I have a Poulan 3314 which kicked back on pull starting a lot, although I did manage to get it running sometimes. I swapped out the flywheel with no success. I found that although the cast in key was intact with no marks of any kind there was about 5 degrees of play between the flywheel and the crankshaft. I've since relegated that saw to my parts box but some day I'd like to revisit it and solve that one problem. I did confirm the magneto was working (used it on another saw I sold running in excellent condition). Do you know of any specific YouTube videos which show some or any of what you just described? When you advance timing are you doing it by trial and error or some other more sophisticated method? Are you using a degree wheel, timing light or machinist's tools for any of that work? How do you cut a new keyway?


----------



## billyboy (Feb 25, 2022)

@Rein, I got a used flywheel off eBay. Which wasn’t my problem with getting it running. It Was my coil that was defective. From what I have read on arboristsite the guys that advance timing are cutting about .020 off the key. I have seen guys on YouTube use a timing light on a saw. I think that the magnets on the flywheel need to line up with the legs of the coil. As pioneer 600 said above mark the key way on the shaft and the key on the flywheel and your good to go. Make sure both surfaces are clean. I used a socket and gave it a few light wacks to seat it. Screwing the clutch down might move it otherwise with no key. Most guys use a degree wheel . Have you checked to see if it’s flooding as that might give you what seems like a kickback. I have read here that sometimes you can’t pull a saw over if It’s flooded real bad. Porting and messing with timing is a bit beyond my wheelhouse. Hope this helps.


----------



## pioneerguy600 (Feb 25, 2022)

Rein said:


> I have a Poulan 3314 which kicked back on pull starting a lot, although I did manage to get it running sometimes. I swapped out the flywheel with no success. I found that although the cast in key was intact with no marks of any kind there was about 5 degrees of play between the flywheel and the crankshaft. I've since relegated that saw to my parts box but some day I'd like to revisit it and solve that one problem. I did confirm the magneto was working (used it on another saw I sold running in excellent condition). Do you know of any specific YouTube videos which show some or any of what you just described? When you advance timing are you doing it by trial and error or some other more sophisticated method? Are you using a degree wheel, timing light or machinist's tools for any of that work? How do you cut a new keyway?

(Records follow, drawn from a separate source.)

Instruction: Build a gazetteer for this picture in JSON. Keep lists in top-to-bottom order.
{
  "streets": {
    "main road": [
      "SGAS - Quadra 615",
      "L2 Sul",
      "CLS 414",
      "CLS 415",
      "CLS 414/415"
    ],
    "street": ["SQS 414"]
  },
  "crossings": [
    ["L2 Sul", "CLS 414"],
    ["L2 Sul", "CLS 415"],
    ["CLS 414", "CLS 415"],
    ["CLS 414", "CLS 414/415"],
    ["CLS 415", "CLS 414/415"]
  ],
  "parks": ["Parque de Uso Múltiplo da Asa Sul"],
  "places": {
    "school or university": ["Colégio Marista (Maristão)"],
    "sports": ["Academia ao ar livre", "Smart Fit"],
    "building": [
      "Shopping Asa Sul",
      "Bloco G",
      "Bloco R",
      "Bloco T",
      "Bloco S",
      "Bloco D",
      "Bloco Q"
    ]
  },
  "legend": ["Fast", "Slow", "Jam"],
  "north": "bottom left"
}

 Sorry on the Youtube video`s, I never watch them. I use both degree wheel, timing light and a top dead center stop along with the published spark timing from the manufacturers.The keyway can be re cut with a simple hacksaw blade and file but there is a professional re broaching setup that can cut a keyway with precision. Even stock manufactured flywheels have some slight timing error and then couple that with modules with timing retard for starting, then advancing as the RPM builds they can be off several - many degrees.


----------



## Rein (Feb 28, 2022)

pioneerguy600 said:


> Sorry on the Youtube video`s, I never watch them. I use both degree wheel, timing light and a top dead center stop along with the published spark timing from the manufacturers.The keyway can be re cut with a simple hacksaw blade and file but there is a professional re broaching setup that can cut a keyway with precision. Even stock manufactured flywheels have some slight timing error and then couple that with modules with timing retard for starting, then advancing as the RPM builds they can be off several - many degrees.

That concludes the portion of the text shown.